_Required work_.
The data below must be repeated exactly. Leave nothing out.
*** Opening Data to use ***
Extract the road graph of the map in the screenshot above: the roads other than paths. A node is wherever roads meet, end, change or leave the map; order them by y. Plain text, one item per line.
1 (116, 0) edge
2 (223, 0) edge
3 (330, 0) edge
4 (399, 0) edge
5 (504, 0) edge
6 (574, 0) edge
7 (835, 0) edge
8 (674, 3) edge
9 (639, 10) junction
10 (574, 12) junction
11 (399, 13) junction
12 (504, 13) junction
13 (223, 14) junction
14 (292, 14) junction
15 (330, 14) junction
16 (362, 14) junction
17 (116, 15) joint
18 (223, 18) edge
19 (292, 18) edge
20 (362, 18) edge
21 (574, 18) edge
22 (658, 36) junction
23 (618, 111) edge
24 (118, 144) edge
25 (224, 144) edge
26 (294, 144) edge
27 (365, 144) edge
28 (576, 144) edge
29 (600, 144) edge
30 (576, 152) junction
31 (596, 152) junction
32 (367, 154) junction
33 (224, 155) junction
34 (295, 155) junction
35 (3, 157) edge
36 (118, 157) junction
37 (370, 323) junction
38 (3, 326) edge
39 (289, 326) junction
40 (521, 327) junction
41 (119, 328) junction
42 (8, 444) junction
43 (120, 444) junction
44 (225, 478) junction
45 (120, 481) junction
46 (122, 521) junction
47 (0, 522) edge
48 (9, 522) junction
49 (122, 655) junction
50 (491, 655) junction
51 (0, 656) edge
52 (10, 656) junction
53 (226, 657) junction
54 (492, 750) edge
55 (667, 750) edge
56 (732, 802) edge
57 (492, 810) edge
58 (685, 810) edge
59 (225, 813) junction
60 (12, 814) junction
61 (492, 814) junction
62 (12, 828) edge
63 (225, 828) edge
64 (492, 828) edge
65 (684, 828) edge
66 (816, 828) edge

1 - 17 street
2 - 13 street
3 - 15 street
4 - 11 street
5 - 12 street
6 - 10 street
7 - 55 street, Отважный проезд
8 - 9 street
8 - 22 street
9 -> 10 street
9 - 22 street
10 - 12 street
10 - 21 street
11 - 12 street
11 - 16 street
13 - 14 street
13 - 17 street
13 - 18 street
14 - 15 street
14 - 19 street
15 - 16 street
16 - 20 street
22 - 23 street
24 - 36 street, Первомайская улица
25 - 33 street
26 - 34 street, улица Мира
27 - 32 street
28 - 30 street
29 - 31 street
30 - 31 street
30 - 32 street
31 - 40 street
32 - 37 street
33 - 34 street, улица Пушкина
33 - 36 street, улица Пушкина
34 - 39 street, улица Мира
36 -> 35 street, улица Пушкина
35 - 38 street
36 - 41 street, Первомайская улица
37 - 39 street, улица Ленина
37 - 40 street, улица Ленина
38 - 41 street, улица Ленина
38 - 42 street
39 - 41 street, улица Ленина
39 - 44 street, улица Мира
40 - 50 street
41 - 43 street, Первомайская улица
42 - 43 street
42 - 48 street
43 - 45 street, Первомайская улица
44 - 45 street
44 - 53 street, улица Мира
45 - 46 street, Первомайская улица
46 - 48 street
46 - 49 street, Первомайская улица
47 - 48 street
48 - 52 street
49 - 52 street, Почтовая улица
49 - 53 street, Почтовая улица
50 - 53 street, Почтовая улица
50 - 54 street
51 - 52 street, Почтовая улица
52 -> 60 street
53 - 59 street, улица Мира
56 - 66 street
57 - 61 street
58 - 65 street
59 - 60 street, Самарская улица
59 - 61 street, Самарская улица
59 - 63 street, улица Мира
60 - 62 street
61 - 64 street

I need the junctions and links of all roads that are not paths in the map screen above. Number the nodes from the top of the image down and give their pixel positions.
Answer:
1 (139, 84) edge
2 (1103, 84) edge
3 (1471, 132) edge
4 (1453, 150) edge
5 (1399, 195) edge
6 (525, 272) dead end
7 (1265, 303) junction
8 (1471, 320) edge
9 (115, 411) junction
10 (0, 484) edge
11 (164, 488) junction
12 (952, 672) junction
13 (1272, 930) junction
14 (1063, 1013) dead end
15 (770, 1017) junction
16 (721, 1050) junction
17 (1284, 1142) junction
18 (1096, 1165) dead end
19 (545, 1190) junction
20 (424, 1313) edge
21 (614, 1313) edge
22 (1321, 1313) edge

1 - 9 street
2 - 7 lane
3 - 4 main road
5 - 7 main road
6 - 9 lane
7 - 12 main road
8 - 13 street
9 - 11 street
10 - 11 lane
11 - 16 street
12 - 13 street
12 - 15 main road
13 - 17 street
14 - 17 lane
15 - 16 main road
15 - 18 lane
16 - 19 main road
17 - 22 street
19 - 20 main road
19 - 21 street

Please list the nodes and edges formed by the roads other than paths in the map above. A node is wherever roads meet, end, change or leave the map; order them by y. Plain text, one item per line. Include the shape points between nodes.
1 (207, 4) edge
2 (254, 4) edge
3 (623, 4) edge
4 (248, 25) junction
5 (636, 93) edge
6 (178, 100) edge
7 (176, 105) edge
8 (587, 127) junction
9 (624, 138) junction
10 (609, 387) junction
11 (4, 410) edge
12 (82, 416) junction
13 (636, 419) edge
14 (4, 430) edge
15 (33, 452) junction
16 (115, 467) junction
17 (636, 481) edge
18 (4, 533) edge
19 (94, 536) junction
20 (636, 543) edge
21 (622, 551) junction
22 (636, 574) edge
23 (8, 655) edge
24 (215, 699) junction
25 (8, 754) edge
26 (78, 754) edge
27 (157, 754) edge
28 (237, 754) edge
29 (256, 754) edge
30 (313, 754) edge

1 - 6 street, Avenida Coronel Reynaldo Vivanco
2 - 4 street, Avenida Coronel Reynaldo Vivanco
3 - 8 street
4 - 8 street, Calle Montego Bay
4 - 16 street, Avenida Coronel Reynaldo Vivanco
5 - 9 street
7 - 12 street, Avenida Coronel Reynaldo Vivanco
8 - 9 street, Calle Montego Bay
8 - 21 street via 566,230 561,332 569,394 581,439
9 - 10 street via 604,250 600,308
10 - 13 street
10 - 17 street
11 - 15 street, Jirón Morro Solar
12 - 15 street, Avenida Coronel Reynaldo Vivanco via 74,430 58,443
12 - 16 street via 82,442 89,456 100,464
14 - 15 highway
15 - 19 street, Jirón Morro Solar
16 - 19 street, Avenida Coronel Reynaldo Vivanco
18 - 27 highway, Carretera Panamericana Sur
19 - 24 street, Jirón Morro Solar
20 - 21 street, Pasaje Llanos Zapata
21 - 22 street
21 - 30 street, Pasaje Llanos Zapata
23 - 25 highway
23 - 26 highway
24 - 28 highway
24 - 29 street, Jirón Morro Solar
*** Closing Data to use ***
_Result_.
Extract the road graph of the map in the screenshot above: the roads other than paths. A node is wherever roads meet, end, change or leave the map; order them by y. Plain text, one item per line.
1 (116, 0) edge
2 (223, 0) edge
3 (330, 0) edge
4 (399, 0) edge
5 (504, 0) edge
6 (574, 0) edge
7 (835, 0) edge
8 (674, 3) edge
9 (639, 10) junction
10 (574, 12) junction
11 (399, 13) junction
12 (504, 13) junction
13 (223, 14) junction
14 (292, 14) junction
15 (330, 14) junction
16 (362, 14) junction
17 (116, 15) joint
18 (223, 18) edge
19 (292, 18) edge
20 (362, 18) edge
21 (574, 18) edge
22 (658, 36) junction
23 (618, 111) edge
24 (118, 144) edge
25 (224, 144) edge
26 (294, 144) edge
27 (365, 144) edge
28 (576, 144) edge
29 (600, 144) edge
30 (576, 152) junction
31 (596, 152) junction
32 (367, 154) junction
33 (224, 155) junction
34 (295, 155) junction
35 (3, 157) edge
36 (118, 157) junction
37 (370, 323) junction
38 (3, 326) edge
39 (289, 326) junction
40 (521, 327) junction
41 (119, 328) junction
42 (8, 444) junction
43 (120, 444) junction
44 (225, 478) junction
45 (120, 481) junction
46 (122, 521) junction
47 (0, 522) edge
48 (9, 522) junction
49 (122, 655) junction
50 (491, 655) junction
51 (0, 656) edge
52 (10, 656) junction
53 (226, 657) junction
54 (492, 750) edge
55 (667, 750) edge
56 (732, 802) edge
57 (492, 810) edge
58 (685, 810) edge
59 (225, 813) junction
60 (12, 814) junction
61 (492, 814) junction
62 (12, 828) edge
63 (225, 828) edge
64 (492, 828) edge
65 (684, 828) edge
66 (816, 828) edge

1 - 17 street
2 - 13 street
3 - 15 street
4 - 11 street
5 - 12 street
6 - 10 street
7 - 55 street, Отважный проезд
8 - 9 street
8 - 22 street
9 -> 10 street
9 - 22 street
10 - 12 street
10 - 21 street
11 - 12 street
11 - 16 street
13 - 14 street
13 - 17 street
13 - 18 street
14 - 15 street
14 - 19 street
15 - 16 street
16 - 20 street
22 - 23 street
24 - 36 street, Первомайская улица
25 - 33 street
26 - 34 street, улица Мира
27 - 32 street
28 - 30 street
29 - 31 street
30 - 31 street
30 - 32 street
31 - 40 street
32 - 37 street
33 - 34 street, улица Пушкина
33 - 36 street, улица Пушкина
34 - 39 street, улица Мира
36 -> 35 street, улица Пушкина
35 - 38 street
36 - 41 street, Первомайская улица
37 - 39 street, улица Ленина
37 - 40 street, улица Ленина
38 - 41 street, улица Ленина
38 - 42 street
39 - 41 street, улица Ленина
39 - 44 street, улица Мира
40 - 50 street
41 - 43 street, Первомайская улица
42 - 43 street
42 - 48 street
43 - 45 street, Первомайская улица
44 - 45 street
44 - 53 street, улица Мира
45 - 46 street, Первомайская улица
46 - 48 street
46 - 49 street, Первомайская улица
47 - 48 street
48 - 52 street
49 - 52 street, Почтовая улица
49 - 53 street, Почтовая улица
50 - 53 street, Почтовая улица
50 - 54 street
51 - 52 street, Почтовая улица
52 -> 60 street
53 - 59 street, улица Мира
56 - 66 street
57 - 61 street
58 - 65 street
59 - 60 street, Самарская улица
59 - 61 street, Самарская улица
59 - 63 street, улица Мира
60 - 62 street
61 - 64 street

I need the junctions and links of all roads that are not paths in the map screen above. Number the nodes from the top of the image down and give their pixel positions.
Answer:
1 (139, 84) edge
2 (1103, 84) edge
3 (1471, 132) edge
4 (1453, 150) edge
5 (1399, 195) edge
6 (525, 272) dead end
7 (1265, 303) junction
8 (1471, 320) edge
9 (115, 411) junction
10 (0, 484) edge
11 (164, 488) junction
12 (952, 672) junction
13 (1272, 930) junction
14 (1063, 1013) dead end
15 (770, 1017) junction
16 (721, 1050) junction
17 (1284, 1142) junction
18 (1096, 1165) dead end
19 (545, 1190) junction
20 (424, 1313) edge
21 (614, 1313) edge
22 (1321, 1313) edge

1 - 9 street
2 - 7 lane
3 - 4 main road
5 - 7 main road
6 - 9 lane
7 - 12 main road
8 - 13 street
9 - 11 street
10 - 11 lane
11 - 16 street
12 - 13 street
12 - 15 main road
13 - 17 street
14 - 17 lane
15 - 16 main road
15 - 18 lane
16 - 19 main road
17 - 22 street
19 - 20 main road
19 - 21 street

Please list the nodes and edges formed by the roads other than paths in the map above. A node is wherever roads meet, end, change or leave the map; order them by y. Plain text, one item per line. Include the shape points between nodes.
1 (207, 4) edge
2 (254, 4) edge
3 (623, 4) edge
4 (248, 25) junction
5 (636, 93) edge
6 (178, 100) edge
7 (176, 105) edge
8 (587, 127) junction
9 (624, 138) junction
10 (609, 387) junction
11 (4, 410) edge
12 (82, 416) junction
13 (636, 419) edge
14 (4, 430) edge
15 (33, 452) junction
16 (115, 467) junction
17 (636, 481) edge
18 (4, 533) edge
19 (94, 536) junction
20 (636, 543) edge
21 (622, 551) junction
22 (636, 574) edge
23 (8, 655) edge
24 (215, 699) junction
25 (8, 754) edge
26 (78, 754) edge
27 (157, 754) edge
28 (237, 754) edge
29 (256, 754) edge
30 (313, 754) edge

1 - 6 street, Avenida Coronel Reynaldo Vivanco
2 - 4 street, Avenida Coronel Reynaldo Vivanco
3 - 8 street
4 - 8 street, Calle Montego Bay
4 - 16 street, Avenida Coronel Reynaldo Vivanco
5 - 9 street
7 - 12 street, Avenida Coronel Reynaldo Vivanco
8 - 9 street, Calle Montego Bay
8 - 21 street via 566,230 561,332 569,394 581,439
9 - 10 street via 604,250 600,308
10 - 13 street
10 - 17 street
11 - 15 street, Jirón Morro Solar
12 - 15 street, Avenida Coronel Reynaldo Vivanco via 74,430 58,443
12 - 16 street via 82,442 89,456 100,464
14 - 15 highway
15 - 19 street, Jirón Morro Solar
16 - 19 street, Avenida Coronel Reynaldo Vivanco
18 - 27 highway, Carretera Panamericana Sur
19 - 24 street, Jirón Morro Solar
20 - 21 street, Pasaje Llanos Zapata
21 - 22 street
21 - 30 street, Pasaje Llanos Zapata
23 - 25 highway
23 - 26 highway
24 - 28 highway
24 - 29 street, Jirón Morro Solar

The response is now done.